The outdoor swimming revival has reached Leeds. Across the city's parks and green corridors, more residents are trading chlorinated indoor lanes for fresh air and open water — and a growing cluster of outdoor venues is making that shift easier than ever.
This matters particularly now. A broader conversation is unfolding across British cities about the future of lidos and outdoor pools, with campaigns gaining momentum to restore lost public swimming infrastructure. Leeds sits at an interesting crossroads in that debate: it has working outdoor facilities, a committed wild swimming community, and green spaces that genuinely lend themselves to structured lap swimming — but awareness of where to go remains patchy.
Where to Swim Outdoors in Leeds
Roundhay Park is the obvious starting point. The 700-acre estate in north Leeds contains two lakes — Waterloo Lake and the Upper Lake — that have long attracted open-water swimmers. The Upper Lake, smaller and calmer, is particularly popular with swimmers doing structured distance work rather than casual dipping. The park itself is managed by Leeds City Council and sits off Princes Avenue, accessible from the A58 Ring Road. It draws visitors from Moortown, Chapel Allerton and Harehills throughout the summer months.
Further west, Golden Acre Park on Otley Road near Bramhope has a shallow ornamental lake that attracts outdoor fitness enthusiasts, though it is less suited to serious lap work than Roundhay. More promising for dedicated swimmers is the outdoor pool at Lido Guiseley — a community-focused facility operated by Aireborough Otters Swimming Club in the LS20 postcode. It remains one of the few maintained outdoor pools in the wider Leeds district that offers anything close to a structured lap swimming environment.
The River Wharfe at Ilkley, roughly 12 miles from Leeds city centre, is perhaps the most well-known natural swimming spot in the region. Ilkley Lido, operated by Bradford Council and sitting adjacent to the river, reopened following refurbishment works and offers heated outdoor pool swimming alongside access to the river itself. Day tickets have historically been priced below £6 for adults, making it one of the more affordable outdoor swimming destinations accessible by train from Leeds station on the Wharfe Valley line.
The Health Case for Getting in the Water
Cold-water and outdoor swimming have accumulated a serious evidence base in recent years. Research published in the British Medical Journal and cited by Swim England has pointed to links between regular open-water swimming and reduced symptoms of depression and anxiety. Swim England's own participation data, released in 2024, showed that outdoor swimming participation in England had grown by more than 200 percent over the previous five years — a figure that tracks with what instructors and club organisers across Yorkshire have been reporting anecdotally for some time.

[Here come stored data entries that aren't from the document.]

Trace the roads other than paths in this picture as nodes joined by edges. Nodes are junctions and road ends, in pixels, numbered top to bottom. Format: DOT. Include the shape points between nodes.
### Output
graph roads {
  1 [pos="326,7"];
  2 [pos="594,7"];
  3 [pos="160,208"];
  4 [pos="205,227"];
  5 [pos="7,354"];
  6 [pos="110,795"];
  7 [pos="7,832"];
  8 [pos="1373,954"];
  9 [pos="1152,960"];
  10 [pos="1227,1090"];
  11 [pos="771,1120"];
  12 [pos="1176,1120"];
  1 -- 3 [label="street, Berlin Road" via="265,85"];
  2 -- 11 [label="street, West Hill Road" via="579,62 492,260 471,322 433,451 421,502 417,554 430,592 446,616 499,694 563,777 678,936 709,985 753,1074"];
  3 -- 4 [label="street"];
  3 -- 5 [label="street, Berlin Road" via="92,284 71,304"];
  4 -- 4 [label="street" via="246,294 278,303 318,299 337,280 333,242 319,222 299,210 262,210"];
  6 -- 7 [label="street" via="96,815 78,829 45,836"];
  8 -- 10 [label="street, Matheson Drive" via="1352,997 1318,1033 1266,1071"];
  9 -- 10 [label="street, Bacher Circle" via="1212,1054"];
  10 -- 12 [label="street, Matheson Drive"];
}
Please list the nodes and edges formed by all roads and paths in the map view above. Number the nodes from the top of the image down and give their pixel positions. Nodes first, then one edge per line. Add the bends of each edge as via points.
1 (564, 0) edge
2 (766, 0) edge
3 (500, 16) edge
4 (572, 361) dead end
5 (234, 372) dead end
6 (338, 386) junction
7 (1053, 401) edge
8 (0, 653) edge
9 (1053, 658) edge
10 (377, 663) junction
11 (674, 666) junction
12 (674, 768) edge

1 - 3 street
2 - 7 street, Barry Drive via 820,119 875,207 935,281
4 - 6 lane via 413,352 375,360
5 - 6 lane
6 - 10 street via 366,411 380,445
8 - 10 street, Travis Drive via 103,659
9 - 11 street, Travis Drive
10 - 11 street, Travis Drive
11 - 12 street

Leeds-based open-water swimming group Wharfedale Wild Swimmers organises regular group swims along accessible stretches of the Wharfe. The group is free to join and operates a WhatsApp-based communication structure for session notifications. For newer swimmers, the group offers a lower-stakes entry point than solo river swimming, which carries real risks around currents and water temperature.
For indoor-to-outdoor switchers, the practical advice from coaches and clubs is consistent: start in summer when water temperatures in Yorkshire rivers typically sit between 15°C and 19°C, wear a brightly coloured swim cap for visibility, and never swim alone in moving water. Wetsuits are widely available to hire from outdoor sports shops on Boar Lane and in the Merrion Centre for around £10 to £15 per session.
The broader campaign to restore Britain's lost lidos — gaining political support in Westminster — may eventually reshape what's available in cities like Leeds. Until that infrastructure materialises, the city already has more to offer than many swimmers realise. Roundhay Park, Ilkley Lido, and the Wharfedale wild swimming scene add up to a genuine outdoor fitness circuit on Leeds's doorstep. Getting in the water is the hard part. Finding it, less so.
Always check water quality notices before swimming in rivers or lakes. For personal health advice around cold-water swimming, consult a GP or sports medicine practitioner at a local Leeds practice.